Engineering Contradictions & Design Principles
Engineering Contradiction Analysis
1Manufacturing precision
If traditional weight sub-packaging method is used, then total weight consistency is achieved, but side dish distribution uniformity deteriorates
Solution Approach 1:
The patent segments the sub-packaging process into two independent stages: first, visual identification and counting of specific side dishes using computer vision technology; second, weight-based packaging to achieve target weight. This segmentation allows simultaneous control of both side dish distribution uniformity and total weight consistency, resolving the contradiction between these two requirements.
2Productivity
If computer vision quantitative sub-packaging method is used, then recognition speed is improved, but adaptability to scene changes deteriorates
Solution Approach 1:
The patent implements dynamic adaptability by enabling the image processing program to be reconfigured when scene changes occur.
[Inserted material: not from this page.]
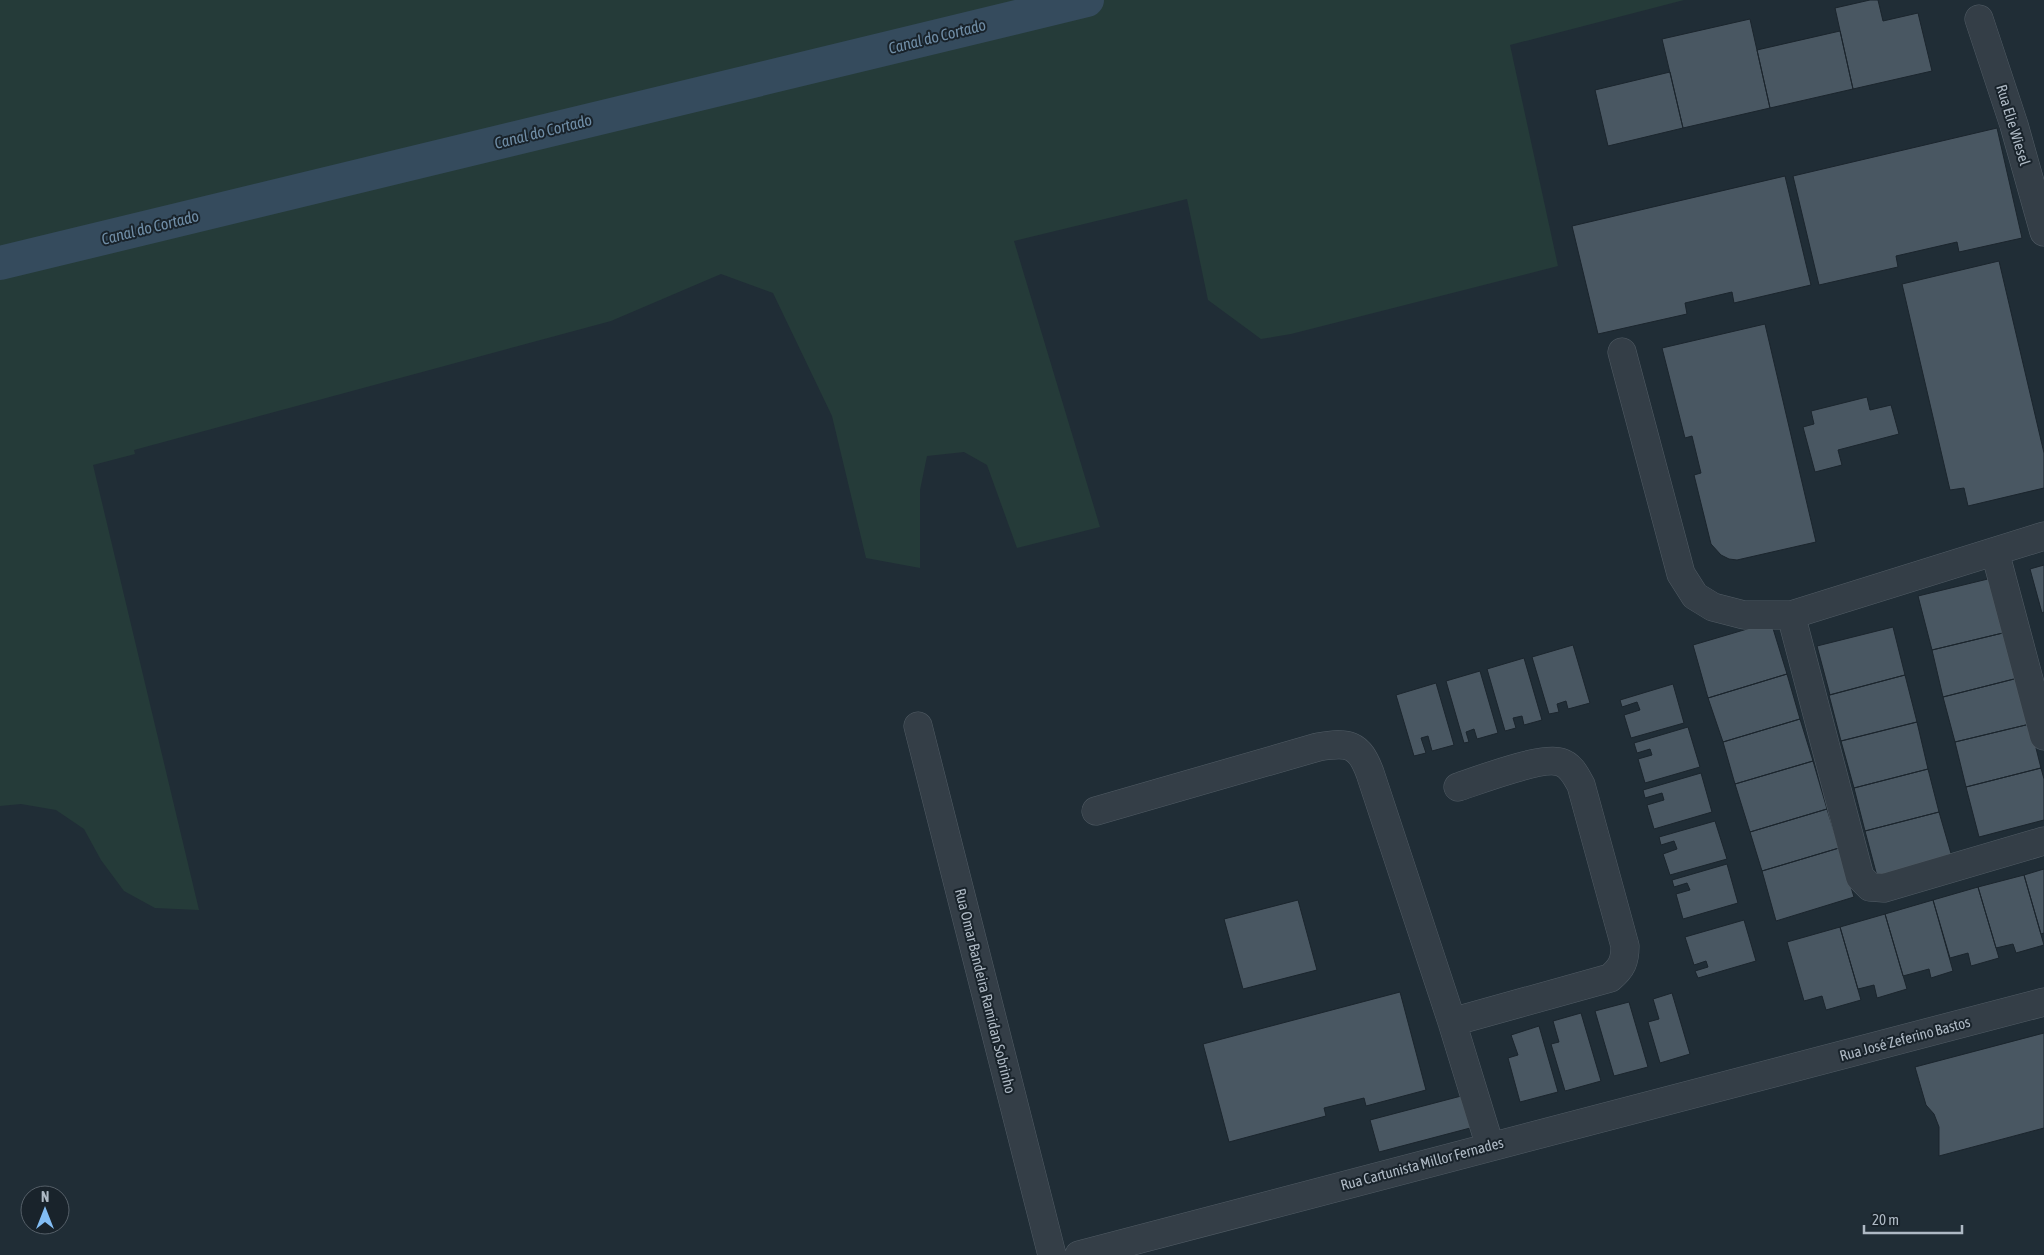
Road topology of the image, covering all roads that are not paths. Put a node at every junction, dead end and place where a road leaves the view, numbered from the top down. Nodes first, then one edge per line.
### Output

The system can adjust recognition parameters and thresholds based on different fried rice varieties and side dish combinations, maintaining high recognition speed while adapting to various production scenarios without requiring complete system redesign.
Solution Approach 2:
The system changes recognition parameters such as color thresholds, shape criteria, and size ranges according to different fried rice types and side dishes. By adjusting these parameters dynamically, the computer vision system maintains high recognition accuracy and speed across different scene conditions, resolving the adaptability issue.
3Measurement precision
If image processing program is modified for scene changes, then recognition accuracy is improved, but production line downtime increases
Solution Approach 1:
The patent implements preliminary configuration of multiple image processing programs for different fried rice varieties and side dish combinations. When a scene change is detected, the system can switch to a pre-configured program rather than modifying the existing one, significantly reducing downtime while maintaining recognition accuracy.
Solution Approach 2:
The system incorporates automatic scene change detection and self-adjustment capabilities. When changes in fried rice composition or side dishes are detected, the system can automatically adjust recognition parameters or switch between pre-configured programs without requiring manual intervention, thereby maintaining high recognition accuracy while minimizing production line downtime.
Data Source
AI summary
The present invention belongs to the technical field of food processing, and in particular, relates to an adaptive quantitative sub-packaging method for fried rice with multiple side dishes in a central kitchen and an apparatus therefor. The present invention mainly includes self-construction of a key side dish recognition model, self-evaluation of the key side dish recognition model, adaptive quantification of batch fried rice, and the apparatus matched with the three-step operation.